Neurological and neurodegenerative diseases are a major burden not only to those individuals affected but also to families, caregivers and society as a whole. With life expectancy on the rise, we are facing new challenges of higher lifetime prevalence rates of neurodegenerative disorders and the associated increases in health care costs. In recent years, preclinical and basic science efforts have resulted in significant advances in developing and testing novel preclinical models and assessing potential therapeutic agents.
Many of these attempts have focused on neuroprotective strategies.
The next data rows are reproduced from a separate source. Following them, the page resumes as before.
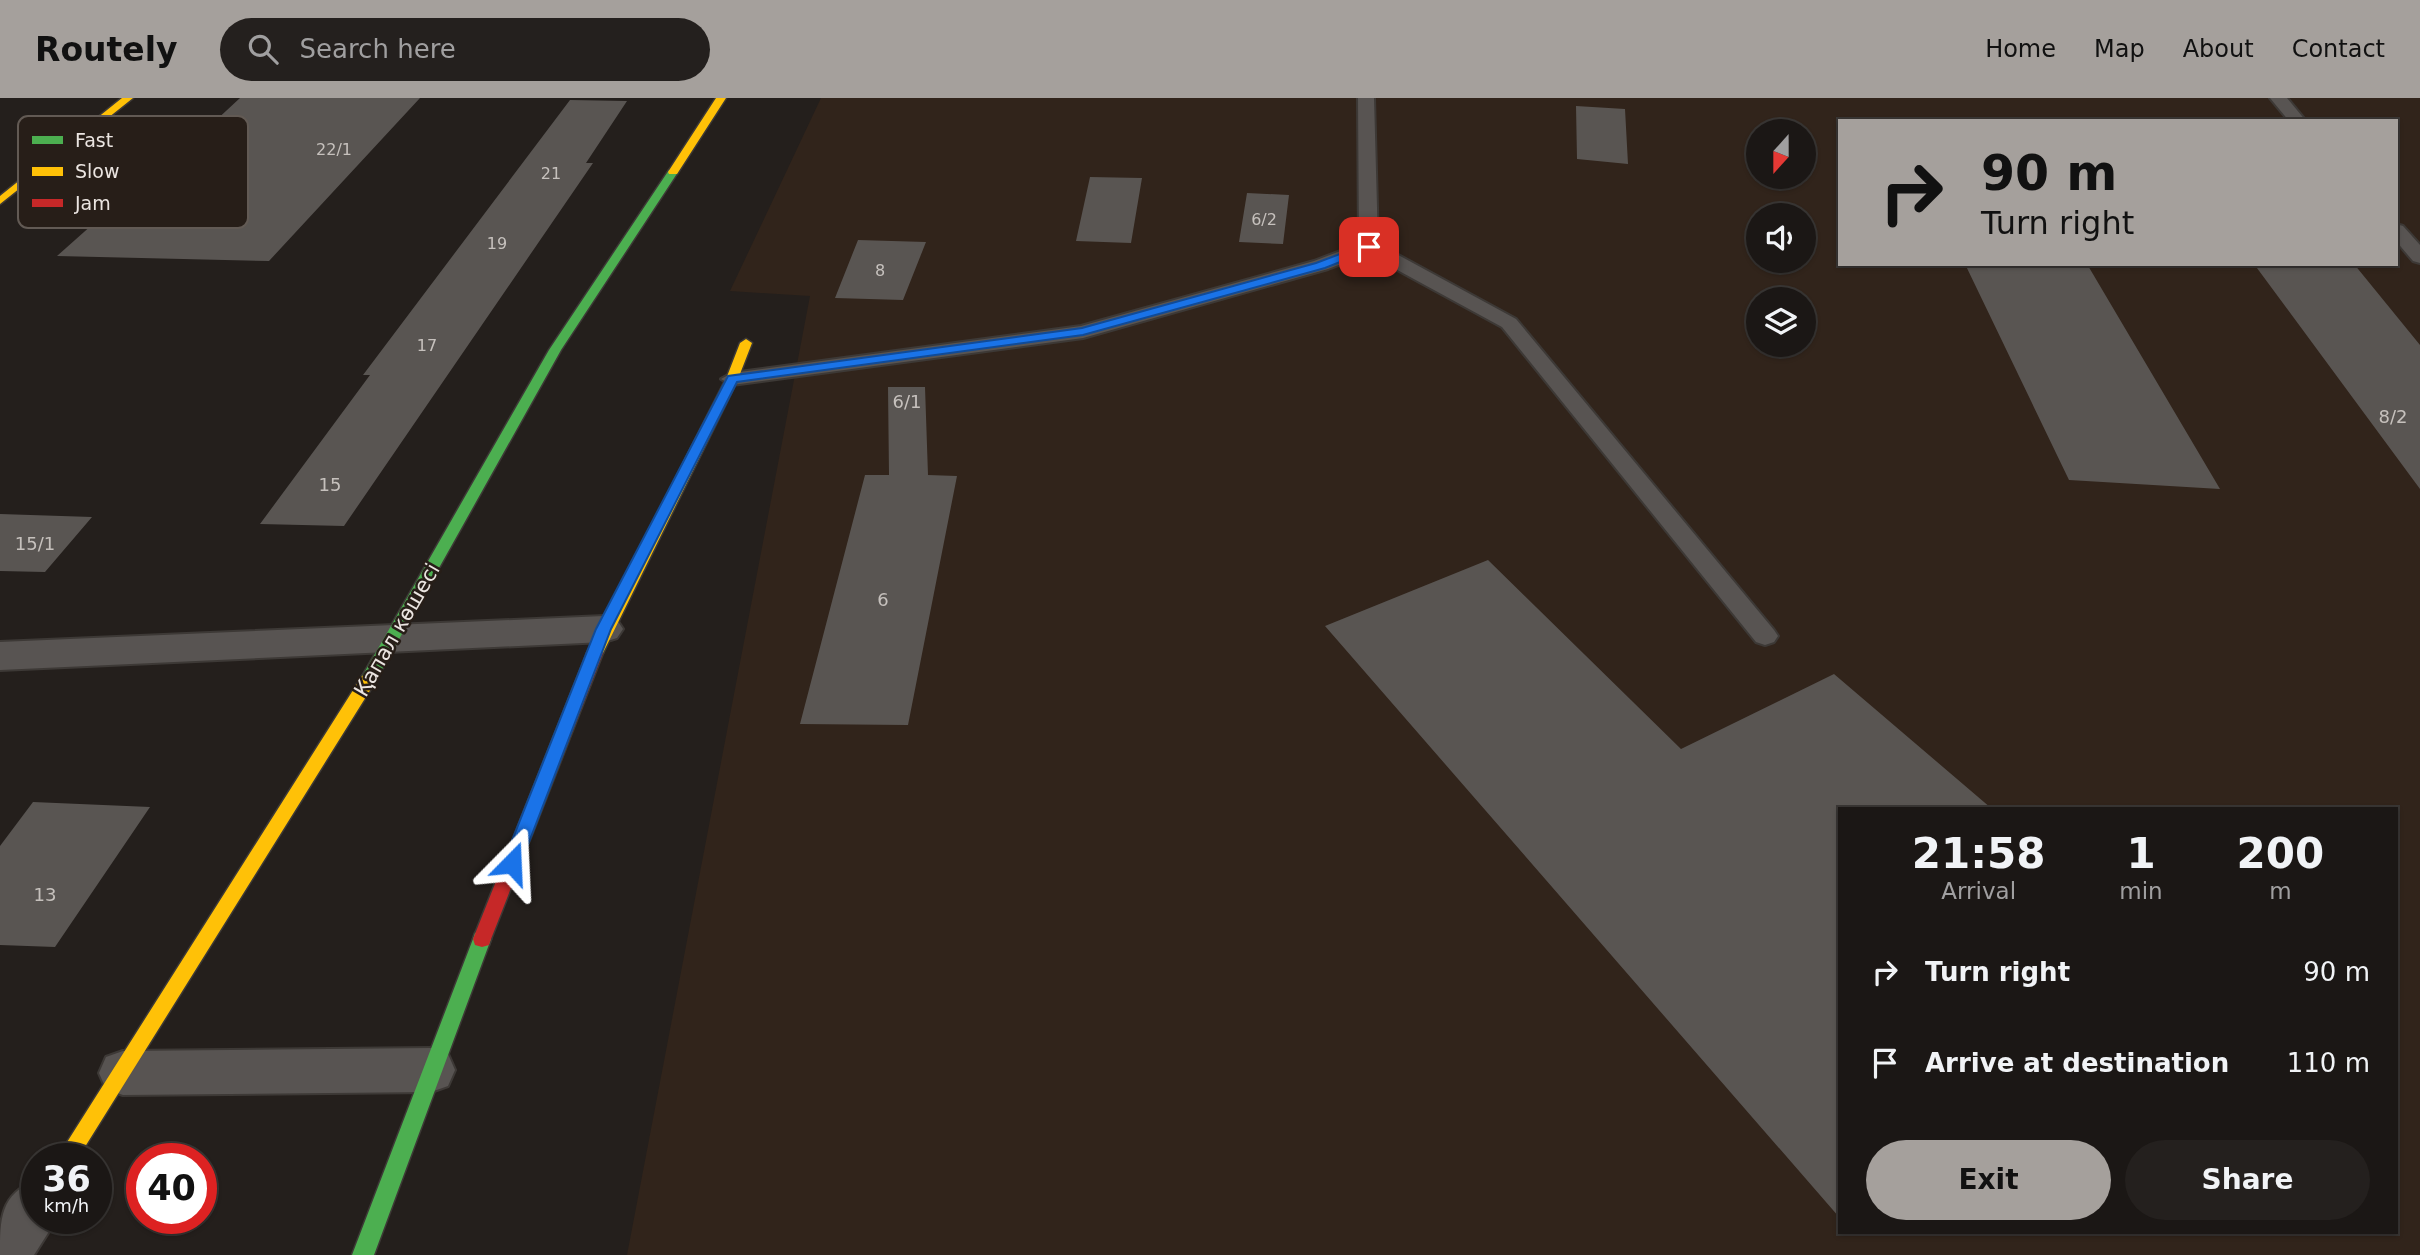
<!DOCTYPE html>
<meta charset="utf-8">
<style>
:root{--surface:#1b1715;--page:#24201e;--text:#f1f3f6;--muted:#a09fa0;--line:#393634;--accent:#a5a09c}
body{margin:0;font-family:"DejaVu Sans",sans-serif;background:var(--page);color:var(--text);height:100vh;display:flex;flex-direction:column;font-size:26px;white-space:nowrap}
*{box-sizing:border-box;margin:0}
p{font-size:23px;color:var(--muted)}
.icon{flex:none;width:38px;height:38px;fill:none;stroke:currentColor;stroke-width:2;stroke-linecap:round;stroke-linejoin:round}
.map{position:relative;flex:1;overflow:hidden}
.drawer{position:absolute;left:1838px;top:709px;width:560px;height:427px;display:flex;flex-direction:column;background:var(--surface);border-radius:0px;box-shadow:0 2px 5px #0004,0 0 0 2px var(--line)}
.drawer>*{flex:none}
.top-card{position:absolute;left:1838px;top:21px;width:560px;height:147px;border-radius:0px;box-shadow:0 2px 5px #0004,0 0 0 2px var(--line);background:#a5a09c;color:#111;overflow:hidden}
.needle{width:46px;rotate:201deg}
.buttons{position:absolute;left:1746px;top:21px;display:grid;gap:14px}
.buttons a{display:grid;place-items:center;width:70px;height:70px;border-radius:50%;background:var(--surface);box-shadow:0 2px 5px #0004,0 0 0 2px var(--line);font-size:35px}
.speed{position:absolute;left:21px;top:1045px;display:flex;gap:14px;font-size:35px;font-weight:700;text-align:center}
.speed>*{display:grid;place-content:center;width:91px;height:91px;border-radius:50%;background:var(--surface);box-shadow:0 2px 5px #0004,0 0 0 2px var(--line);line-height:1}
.speed small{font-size:18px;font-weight:400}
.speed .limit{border:10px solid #d22;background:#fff;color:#111}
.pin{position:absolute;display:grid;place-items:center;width:60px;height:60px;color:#fff;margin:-30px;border-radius:14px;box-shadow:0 4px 10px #0006}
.me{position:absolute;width:77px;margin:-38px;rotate:21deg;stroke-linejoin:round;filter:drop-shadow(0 0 5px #0008)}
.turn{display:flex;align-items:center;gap:24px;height:147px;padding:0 28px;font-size:32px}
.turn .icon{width:91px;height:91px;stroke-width:2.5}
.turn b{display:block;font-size:49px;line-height:60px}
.eta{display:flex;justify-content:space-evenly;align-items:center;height:119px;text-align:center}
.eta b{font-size:42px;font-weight:800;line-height:49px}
.action{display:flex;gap:14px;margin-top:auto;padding:14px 28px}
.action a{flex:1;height:80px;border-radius:42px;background:var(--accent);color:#111;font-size:28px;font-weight:800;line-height:80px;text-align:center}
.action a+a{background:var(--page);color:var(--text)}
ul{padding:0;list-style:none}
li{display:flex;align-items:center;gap:21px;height:91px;padding:0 28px}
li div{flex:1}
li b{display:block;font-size:26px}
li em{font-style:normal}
header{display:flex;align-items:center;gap:42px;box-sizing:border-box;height:98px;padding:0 35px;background:var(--accent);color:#111}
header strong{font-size:33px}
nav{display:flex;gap:38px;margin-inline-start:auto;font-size:24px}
.search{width:490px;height:63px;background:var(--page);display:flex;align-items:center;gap:18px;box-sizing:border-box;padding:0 24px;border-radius:38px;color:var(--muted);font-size:26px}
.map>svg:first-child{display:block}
.built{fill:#31241b;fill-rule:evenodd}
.building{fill:#595552}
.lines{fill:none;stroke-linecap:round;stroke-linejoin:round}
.lane-casing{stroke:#3d3936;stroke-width:4}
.street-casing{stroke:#3d3936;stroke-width:4}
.fast-casing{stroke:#3d3936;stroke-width:3}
.slow-casing{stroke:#3d3936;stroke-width:3}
.jam-casing{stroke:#3d3936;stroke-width:3}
.lane{fill:#585452;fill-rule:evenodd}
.street{fill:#585452;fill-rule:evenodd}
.fast{fill:#4caf50;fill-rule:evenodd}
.slow{fill:#ffc107;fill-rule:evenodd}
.jam{fill:#c62828;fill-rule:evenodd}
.route{fill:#1a73e8;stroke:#114b97;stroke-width:2}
.labels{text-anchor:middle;stroke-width:5;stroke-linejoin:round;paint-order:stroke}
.far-number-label{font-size:16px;fill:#c6c1bd}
.number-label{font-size:18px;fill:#c6c1bd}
.street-label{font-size:21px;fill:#ebe5e1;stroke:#271e18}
.key{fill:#271e18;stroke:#625a54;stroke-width:2}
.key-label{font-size:19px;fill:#ebe5e1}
</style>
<header>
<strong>Routely</strong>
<div class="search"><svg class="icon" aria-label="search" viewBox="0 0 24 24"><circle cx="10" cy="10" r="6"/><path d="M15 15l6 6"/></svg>Search here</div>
<nav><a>Home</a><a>Map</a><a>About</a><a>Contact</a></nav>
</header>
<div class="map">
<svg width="2420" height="1157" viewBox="0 0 2420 1157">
<rect width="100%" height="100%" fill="#241f1c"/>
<path class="built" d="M821 0H2420V1157H627L810 198 730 193ZM1839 23H2396V166H1839ZM1759 33H1804V79H1759ZM1759 117H1804V163H1759ZM1759 201H1804V247H1759ZM1839 710H2396V1134H1839Z"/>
<path class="building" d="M240 0H420L269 163 57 158 192 38H199Z
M570 2 627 3 586 65H593L344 428 260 426 370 277H363Z
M1576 8 1625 11 1628 66 1577 61Z
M1090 79 1142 80 1131 145 1076 143Z
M1247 95 1289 97 1283 146 1239 144Z
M858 142 926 144 903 202 835 200Z
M1965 166H2087L2220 391 2069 382Z
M2254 166H2354L2420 247V391Z
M888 289H925L928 377 957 378 908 627 800 626 865 377H889Z
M0 416 92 419 45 474 0 473Z
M1488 462 1681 651 1834 576 1991 710H1839V1119L1325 528Z
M33 704 150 709 55 849 0 847V748Z"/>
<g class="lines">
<defs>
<path id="lane" d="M1358 0H1374L1378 146 1516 221 1774 532 1778 538 1774 544 1765 547 1756 544 1502 229 1368 156 1328 171 1083 240 732 287 721 281 732 275 1081 228 1314 163 1359 146Z
M2270 0H2287L2306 23H2289Z
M2396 126 2403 128 2420 147V165L2413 163 2396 143Z"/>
<path id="street" d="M604 518 617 522 623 531 617 540 604 544 0 572V544Z
M431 950 448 956 455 972 448 988 431 994 123 997 106 991 99 975 106 959 123 953Z
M37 1081V1120H57L55 1124 34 1157H0C0 1120 0 1097 37 1081Z"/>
<path id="fast" d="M669 72 678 74 561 252 374 586H362L360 582 549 252Z
M482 833 489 835 491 841 374 1157H352L473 841 475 835Z"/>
<path id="slow" d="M122 0H133L0 106V98Z
M716 0H726L677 76H669L668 74Z
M746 241 752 245 738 281 603 555 595 561 590 559 587 555 726 281 740 245Z
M368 576 376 582 374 586 78 1060H57L362 578Z"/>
<path id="jam" d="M595 549 603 555 491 841 489 847 482 849 475 847 473 841 587 555Z"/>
</defs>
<use href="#lane" class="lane-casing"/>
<use href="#street" class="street-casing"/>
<use href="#fast" class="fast-casing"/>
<use href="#slow" class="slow-casing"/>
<use href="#jam" class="jam-casing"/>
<use href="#lane" class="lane"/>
<use href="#street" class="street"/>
<use href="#fast" class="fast"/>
<use href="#slow" class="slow"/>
<use href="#jam" class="jam"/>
</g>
<path class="route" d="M1369 145 1375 149 1373 151 1325 170 1083 237 737 284 611 531 521 765 519 770H506L503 765 596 531 728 278 1082 230 1316 165Z"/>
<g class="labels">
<g class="far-number-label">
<text x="334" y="57">22/1</text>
<text x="551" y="81">21</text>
<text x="1264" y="127">6/2</text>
<text x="497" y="151">19</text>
<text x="880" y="178">8</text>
<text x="427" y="253">17</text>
</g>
<g class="number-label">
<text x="907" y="310">6/1</text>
<text x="2393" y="325">8/2</text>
<text x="330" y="393">15</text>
<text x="35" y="452">15/1</text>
<text x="883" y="508">6</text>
<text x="45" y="803">13</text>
</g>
<g class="street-label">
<text transform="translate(397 532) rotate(-60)" y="7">Қапал көшесі</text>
</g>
</g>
<rect x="18" y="18" width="230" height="112" rx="10" class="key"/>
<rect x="32" y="38" width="31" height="8" fill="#4caf50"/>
<rect x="32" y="69" width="31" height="9" fill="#ffc107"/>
<rect x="32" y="101" width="31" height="8" fill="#c62828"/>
<g class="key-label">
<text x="75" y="49">Fast</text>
<text x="75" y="80">Slow</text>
<text x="75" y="112">Jam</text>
</g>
</svg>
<div class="buttons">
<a><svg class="needle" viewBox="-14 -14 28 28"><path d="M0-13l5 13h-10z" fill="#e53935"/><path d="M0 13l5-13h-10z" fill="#a09fa0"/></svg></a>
<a><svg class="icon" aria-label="sound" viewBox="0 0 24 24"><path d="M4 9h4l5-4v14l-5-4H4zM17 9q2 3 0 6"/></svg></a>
<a><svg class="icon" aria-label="layers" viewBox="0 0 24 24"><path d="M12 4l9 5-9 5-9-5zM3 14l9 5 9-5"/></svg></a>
</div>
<div class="speed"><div>36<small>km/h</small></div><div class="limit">40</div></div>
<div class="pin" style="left:1369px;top:149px;background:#d93025"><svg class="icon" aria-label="arrive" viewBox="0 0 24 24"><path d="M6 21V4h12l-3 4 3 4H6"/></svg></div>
<svg class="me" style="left:512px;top:765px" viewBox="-20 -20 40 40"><path d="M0-17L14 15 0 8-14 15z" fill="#1a73e8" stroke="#fff" stroke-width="4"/></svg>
<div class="top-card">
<div class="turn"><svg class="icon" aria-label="right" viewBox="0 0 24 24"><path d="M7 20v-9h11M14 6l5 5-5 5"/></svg><div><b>90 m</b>Turn right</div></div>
</div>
<section class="drawer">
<div class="eta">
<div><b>21:58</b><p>Arrival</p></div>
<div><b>1</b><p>min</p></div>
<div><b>200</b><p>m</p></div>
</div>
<ul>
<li><svg class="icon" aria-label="right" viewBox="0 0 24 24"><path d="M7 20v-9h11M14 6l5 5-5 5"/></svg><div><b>Turn right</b></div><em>90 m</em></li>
<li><svg class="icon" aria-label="arrive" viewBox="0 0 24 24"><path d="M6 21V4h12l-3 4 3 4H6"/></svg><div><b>Arrive at destination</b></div><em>110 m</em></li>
</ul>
<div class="action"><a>Exit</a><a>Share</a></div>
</section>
</div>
The concept of neuroprotection is based on the assumption that neurodegenerative processes associated with disease and/or aging can be slowed, halted, or even reversed by therapeutic intervention. Common targets for neuroprotection include increased levels in oxidative stress, mitochondrial dysfunction, excitotoxicity, inflammatory processes, and protein aggregation. Unfortunately however, most clinical trials on neuroprotection have failed despite promising preclinical data. One exception is the drug Memantine, FDA-approved as a cognitive enhancer in moderate to severe Alzheimer’s disease.
Does this mean that pursuing drug discovery targeted at neuroprotection for neurodegenerative and neurological disorders is a futile undertaking? Certainly not! Rather, several critical issues have to be considered to increase the chances of a successful translation of preclinical insights to meaningful clinical trials. These include the inherent limitations of in vitro studies, the suitability of preclinical animal models to mirror the various pathologies underlying human neurodegenerative diseases, and the lack of drug-likeness of most lead compounds. Furthermore, PD/PK studies are often ignored during early stages of drug discovery, although they may predict future challenges in the drug development pipeline.